Exercise prompt -
Please find the lines in the following records that hold "Tobias", and copy them.

Records for processing -

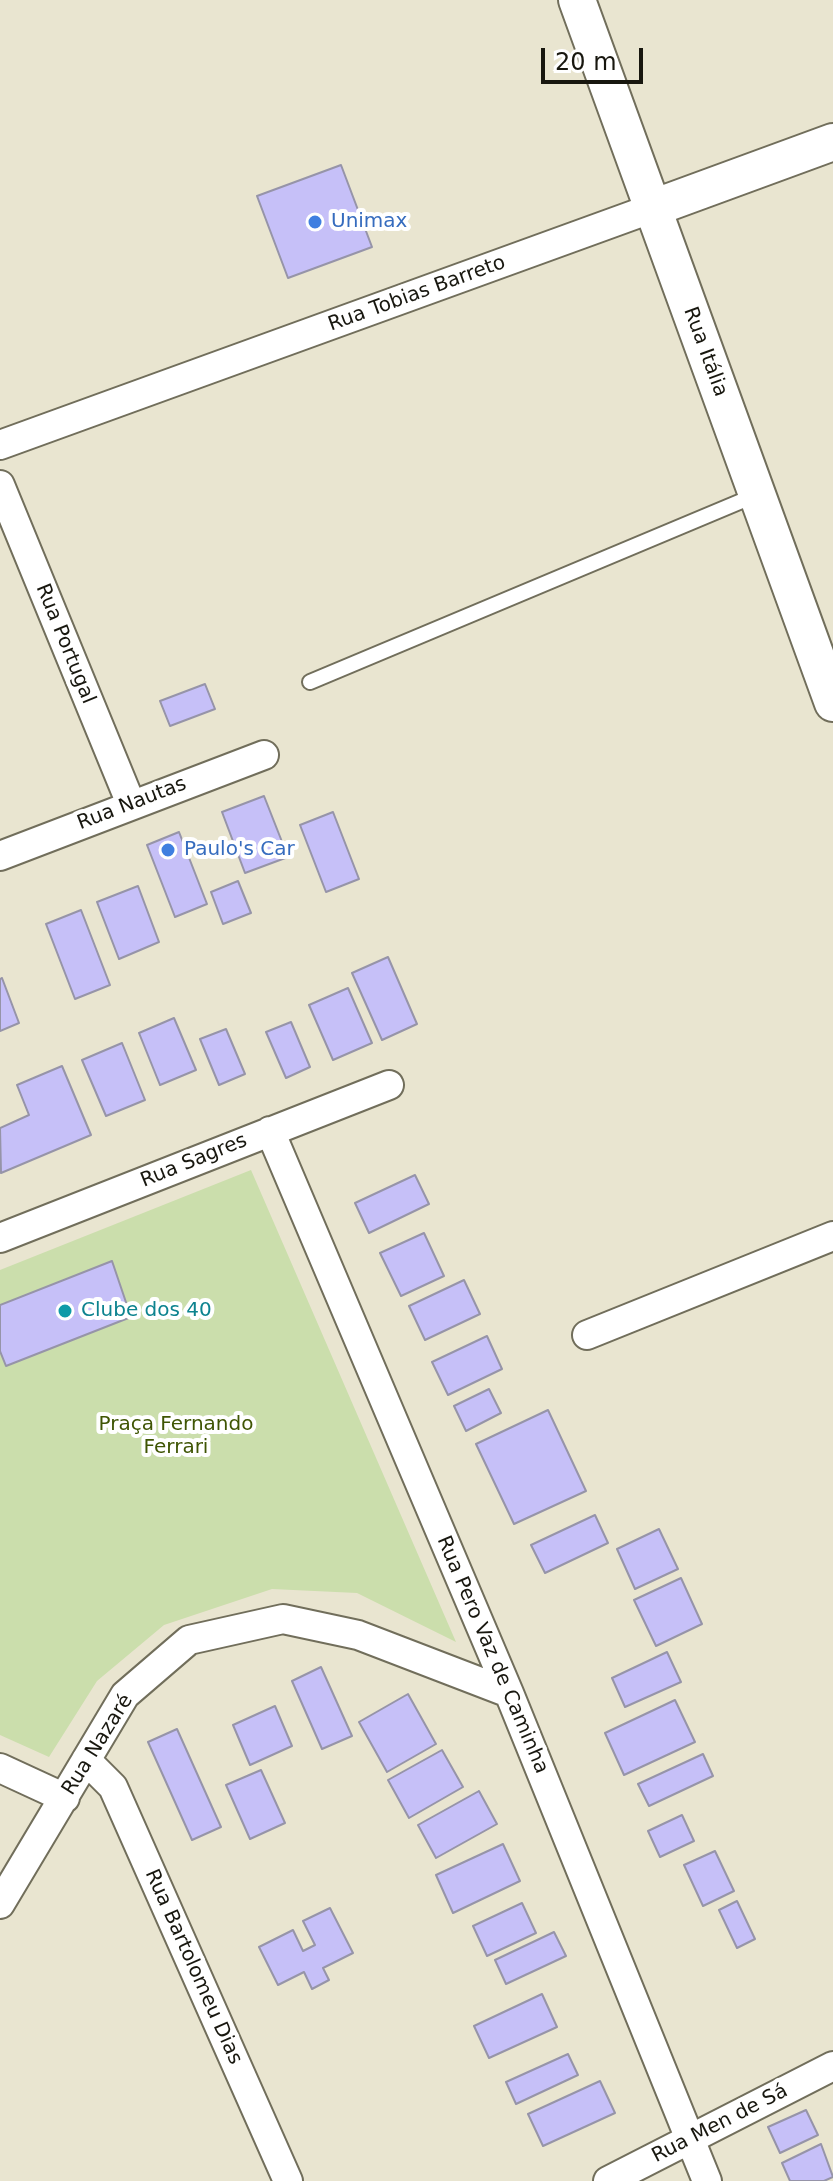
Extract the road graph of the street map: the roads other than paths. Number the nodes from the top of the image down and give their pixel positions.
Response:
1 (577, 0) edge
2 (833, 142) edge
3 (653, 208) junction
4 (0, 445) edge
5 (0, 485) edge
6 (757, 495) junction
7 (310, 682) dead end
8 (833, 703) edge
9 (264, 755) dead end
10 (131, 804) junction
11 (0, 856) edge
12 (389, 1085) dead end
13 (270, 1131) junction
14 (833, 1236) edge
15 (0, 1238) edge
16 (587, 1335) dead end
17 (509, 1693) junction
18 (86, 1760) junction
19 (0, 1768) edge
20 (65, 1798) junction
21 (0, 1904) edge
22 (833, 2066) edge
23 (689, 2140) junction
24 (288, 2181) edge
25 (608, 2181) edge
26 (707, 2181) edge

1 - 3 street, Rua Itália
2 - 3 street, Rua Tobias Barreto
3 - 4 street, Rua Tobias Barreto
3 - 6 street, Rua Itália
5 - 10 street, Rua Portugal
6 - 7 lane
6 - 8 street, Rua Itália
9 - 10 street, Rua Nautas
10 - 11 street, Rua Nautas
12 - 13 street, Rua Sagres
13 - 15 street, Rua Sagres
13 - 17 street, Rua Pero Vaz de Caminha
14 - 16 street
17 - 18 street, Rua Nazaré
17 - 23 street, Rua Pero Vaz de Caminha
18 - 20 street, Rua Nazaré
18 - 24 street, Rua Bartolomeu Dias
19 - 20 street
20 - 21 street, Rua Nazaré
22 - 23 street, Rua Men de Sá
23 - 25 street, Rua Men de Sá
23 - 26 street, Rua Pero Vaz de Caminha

Output below -
2 - 3 street, Rua Tobias Barreto
3 - 4 street, Rua Tobias Barreto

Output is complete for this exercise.